Look through the records below for the line holding "context.fillText('1,5 quilómetros de". Write it out exactly, with each following line through the line holding "context.fillText('categorías, ben adultos, ben".

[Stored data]
+---+

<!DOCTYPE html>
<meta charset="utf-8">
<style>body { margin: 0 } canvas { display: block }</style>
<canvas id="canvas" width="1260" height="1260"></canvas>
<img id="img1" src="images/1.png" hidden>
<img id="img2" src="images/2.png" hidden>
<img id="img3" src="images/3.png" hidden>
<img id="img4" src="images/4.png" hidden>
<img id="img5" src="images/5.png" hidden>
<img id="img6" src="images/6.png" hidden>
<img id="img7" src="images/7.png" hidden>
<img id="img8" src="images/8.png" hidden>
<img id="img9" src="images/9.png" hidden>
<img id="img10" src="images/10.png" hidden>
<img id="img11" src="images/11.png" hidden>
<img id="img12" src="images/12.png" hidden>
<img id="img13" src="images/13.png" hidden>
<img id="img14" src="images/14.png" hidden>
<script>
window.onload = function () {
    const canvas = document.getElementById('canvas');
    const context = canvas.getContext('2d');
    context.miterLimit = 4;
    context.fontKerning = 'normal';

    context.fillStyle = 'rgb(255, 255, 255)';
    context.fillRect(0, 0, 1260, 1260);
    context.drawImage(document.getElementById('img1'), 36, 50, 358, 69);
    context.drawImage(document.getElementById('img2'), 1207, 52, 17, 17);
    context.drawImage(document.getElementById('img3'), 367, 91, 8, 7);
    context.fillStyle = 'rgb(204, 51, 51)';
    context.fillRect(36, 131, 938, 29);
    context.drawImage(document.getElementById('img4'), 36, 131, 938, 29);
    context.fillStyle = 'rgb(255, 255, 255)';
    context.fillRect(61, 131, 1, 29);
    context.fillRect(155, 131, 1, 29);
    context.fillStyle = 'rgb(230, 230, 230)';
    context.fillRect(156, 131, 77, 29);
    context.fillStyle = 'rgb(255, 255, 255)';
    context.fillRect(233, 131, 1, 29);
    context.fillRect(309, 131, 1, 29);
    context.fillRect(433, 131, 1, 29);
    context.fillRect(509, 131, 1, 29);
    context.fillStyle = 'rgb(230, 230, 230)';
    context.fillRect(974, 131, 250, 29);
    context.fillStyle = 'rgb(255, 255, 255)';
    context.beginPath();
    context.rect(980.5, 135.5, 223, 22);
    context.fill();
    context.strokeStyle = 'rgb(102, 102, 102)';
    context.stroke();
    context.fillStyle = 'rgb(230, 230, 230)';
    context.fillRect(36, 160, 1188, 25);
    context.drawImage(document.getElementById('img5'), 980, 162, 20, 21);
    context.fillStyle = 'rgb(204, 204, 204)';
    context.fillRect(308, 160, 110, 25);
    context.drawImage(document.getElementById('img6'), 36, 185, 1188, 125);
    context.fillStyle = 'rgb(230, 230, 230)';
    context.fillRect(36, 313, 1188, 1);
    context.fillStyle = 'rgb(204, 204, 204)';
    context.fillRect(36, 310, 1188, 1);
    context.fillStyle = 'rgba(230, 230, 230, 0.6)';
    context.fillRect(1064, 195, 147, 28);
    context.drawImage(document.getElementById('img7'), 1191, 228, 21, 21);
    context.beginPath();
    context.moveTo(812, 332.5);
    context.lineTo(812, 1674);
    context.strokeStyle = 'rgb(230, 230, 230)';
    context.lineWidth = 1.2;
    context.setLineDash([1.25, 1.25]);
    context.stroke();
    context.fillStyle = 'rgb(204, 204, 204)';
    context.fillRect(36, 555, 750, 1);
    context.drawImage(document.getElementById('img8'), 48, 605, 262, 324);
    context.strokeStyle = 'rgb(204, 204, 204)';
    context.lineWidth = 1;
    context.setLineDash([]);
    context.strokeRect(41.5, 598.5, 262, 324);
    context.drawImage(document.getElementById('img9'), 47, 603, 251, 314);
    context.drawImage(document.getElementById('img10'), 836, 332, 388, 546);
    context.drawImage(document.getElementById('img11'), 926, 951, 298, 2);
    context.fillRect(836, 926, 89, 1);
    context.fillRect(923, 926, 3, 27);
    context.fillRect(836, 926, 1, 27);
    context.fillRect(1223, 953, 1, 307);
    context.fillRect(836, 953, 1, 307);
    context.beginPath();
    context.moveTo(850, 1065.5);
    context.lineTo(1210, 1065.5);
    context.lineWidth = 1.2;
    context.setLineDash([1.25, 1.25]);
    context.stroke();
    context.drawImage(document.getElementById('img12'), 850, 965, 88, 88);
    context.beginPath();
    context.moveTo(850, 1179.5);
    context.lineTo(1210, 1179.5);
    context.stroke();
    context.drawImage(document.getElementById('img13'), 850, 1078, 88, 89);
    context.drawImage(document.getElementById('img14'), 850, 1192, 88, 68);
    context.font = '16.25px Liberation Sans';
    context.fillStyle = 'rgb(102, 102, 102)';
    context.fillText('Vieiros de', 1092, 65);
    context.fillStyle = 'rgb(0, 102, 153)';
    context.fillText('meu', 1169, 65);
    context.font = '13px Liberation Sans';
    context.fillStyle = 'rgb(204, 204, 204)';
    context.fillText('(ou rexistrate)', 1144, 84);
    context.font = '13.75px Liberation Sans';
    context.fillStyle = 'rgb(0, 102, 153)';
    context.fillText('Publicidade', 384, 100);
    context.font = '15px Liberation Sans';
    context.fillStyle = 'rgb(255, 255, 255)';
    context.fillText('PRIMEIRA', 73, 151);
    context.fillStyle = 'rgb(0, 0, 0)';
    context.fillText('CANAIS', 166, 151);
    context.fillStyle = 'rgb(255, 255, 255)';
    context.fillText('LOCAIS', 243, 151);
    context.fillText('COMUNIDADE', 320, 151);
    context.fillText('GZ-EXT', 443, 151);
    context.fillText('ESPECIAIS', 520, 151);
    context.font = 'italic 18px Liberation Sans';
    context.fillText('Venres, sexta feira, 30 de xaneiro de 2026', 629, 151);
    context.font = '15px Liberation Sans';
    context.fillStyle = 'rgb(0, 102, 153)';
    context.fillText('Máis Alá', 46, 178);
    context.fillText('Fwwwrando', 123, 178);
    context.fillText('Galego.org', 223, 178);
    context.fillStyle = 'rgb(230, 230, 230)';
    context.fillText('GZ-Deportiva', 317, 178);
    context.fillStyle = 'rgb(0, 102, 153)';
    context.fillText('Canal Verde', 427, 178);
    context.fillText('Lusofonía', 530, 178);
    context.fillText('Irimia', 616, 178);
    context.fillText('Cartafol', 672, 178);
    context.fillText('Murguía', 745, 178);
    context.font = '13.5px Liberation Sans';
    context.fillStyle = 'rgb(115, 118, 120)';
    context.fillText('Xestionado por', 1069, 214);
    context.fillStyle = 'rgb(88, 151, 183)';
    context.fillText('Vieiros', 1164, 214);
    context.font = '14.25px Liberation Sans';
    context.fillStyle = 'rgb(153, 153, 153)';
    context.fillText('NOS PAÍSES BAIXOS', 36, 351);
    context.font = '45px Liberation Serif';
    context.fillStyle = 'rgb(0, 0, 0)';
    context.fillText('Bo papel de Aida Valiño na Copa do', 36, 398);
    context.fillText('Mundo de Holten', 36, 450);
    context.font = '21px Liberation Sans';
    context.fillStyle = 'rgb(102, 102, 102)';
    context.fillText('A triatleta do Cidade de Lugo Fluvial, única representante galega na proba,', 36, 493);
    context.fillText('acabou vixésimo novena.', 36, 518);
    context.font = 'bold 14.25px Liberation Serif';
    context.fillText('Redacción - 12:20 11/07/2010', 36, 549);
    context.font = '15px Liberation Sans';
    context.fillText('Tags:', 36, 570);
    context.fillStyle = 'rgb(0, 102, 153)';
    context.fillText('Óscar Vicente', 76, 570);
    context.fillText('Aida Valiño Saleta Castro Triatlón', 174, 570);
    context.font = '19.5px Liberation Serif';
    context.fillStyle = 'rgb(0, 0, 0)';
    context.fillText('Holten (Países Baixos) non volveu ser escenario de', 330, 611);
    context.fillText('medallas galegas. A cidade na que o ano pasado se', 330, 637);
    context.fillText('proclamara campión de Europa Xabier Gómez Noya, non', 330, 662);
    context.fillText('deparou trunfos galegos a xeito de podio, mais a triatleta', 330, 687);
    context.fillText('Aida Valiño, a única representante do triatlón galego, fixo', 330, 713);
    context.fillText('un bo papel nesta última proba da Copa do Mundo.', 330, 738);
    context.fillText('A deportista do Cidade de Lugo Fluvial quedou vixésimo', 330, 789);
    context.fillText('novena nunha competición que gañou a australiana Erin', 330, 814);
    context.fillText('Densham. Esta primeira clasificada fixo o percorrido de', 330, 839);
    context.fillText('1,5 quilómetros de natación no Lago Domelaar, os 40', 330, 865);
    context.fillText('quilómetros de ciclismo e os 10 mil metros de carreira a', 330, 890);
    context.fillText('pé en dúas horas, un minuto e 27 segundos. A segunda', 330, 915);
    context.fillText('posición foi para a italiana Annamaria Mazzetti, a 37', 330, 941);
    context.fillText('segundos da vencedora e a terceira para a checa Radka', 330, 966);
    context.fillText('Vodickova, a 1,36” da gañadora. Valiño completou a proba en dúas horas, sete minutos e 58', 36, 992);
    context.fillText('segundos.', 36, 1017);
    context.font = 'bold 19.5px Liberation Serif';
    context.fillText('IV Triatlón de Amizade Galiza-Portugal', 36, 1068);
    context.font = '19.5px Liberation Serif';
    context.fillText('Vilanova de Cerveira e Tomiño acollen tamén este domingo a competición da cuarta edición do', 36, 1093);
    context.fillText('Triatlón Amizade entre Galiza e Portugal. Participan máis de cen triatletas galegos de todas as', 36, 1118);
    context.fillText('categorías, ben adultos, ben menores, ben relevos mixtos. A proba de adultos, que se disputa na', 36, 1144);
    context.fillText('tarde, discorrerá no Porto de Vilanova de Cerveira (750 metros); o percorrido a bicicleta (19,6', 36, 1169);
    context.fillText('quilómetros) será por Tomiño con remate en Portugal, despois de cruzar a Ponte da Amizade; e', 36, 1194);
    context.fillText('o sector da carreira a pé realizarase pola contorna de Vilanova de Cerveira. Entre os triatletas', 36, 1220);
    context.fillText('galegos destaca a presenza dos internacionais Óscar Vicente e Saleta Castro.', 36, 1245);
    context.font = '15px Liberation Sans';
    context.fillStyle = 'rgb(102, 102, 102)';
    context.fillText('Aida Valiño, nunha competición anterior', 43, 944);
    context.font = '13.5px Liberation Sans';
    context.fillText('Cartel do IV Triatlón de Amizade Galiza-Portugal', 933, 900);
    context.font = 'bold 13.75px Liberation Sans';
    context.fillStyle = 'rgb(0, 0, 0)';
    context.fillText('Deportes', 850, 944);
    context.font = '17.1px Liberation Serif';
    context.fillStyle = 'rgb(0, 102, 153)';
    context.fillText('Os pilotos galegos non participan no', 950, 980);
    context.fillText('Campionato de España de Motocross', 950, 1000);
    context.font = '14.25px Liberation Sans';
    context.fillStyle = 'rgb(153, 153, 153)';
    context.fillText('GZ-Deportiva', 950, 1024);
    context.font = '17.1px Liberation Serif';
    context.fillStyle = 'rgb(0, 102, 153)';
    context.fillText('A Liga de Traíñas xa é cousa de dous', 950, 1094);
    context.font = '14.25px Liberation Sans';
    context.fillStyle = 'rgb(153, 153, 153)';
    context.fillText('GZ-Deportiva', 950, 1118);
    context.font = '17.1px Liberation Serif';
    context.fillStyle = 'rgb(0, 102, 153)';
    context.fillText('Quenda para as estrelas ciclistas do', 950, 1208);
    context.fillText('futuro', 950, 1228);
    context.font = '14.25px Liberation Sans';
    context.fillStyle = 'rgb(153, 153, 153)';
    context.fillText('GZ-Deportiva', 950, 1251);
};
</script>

+---+

» Task output
    context.fillText('1,5 quilómetros de natación no Lago Domelaar, os 40', 330, 865);
    context.fillText('quilómetros de ciclismo e os 10 mil metros de carreira a', 330, 890);
    context.fillText('pé en dúas horas, un minuto e 27 segundos. A segunda', 330, 915);
    context.fillText('posición foi para a italiana Annamaria Mazzetti, a 37', 330, 941);
    context.fillText('segundos da vencedora e a terceira para a checa Radka', 330, 966);
    context.fillText('Vodickova, a 1,36” da gañadora. Valiño completou a proba en dúas horas, sete minutos e 58', 36, 992);
    context.fillText('segundos.', 36, 1017);
    context.font = 'bold 19.5px Liberation Serif';
    context.fillText('IV Triatlón de Amizade Galiza-Portugal', 36, 1068);
    context.font = '19.5px Liberation Serif';
    context.fillText('Vilanova de Cerveira e Tomiño acollen tamén este domingo a competición da cuarta edición do', 36, 1093);
    context.fillText('Triatlón Amizade entre Galiza e Portugal. Participan máis de cen triatletas galegos de todas as', 36, 1118);
    context.fillText('categorías, ben adultos, ben menores, ben relevos mixtos. A proba de adultos, que se disputa na', 36, 1144);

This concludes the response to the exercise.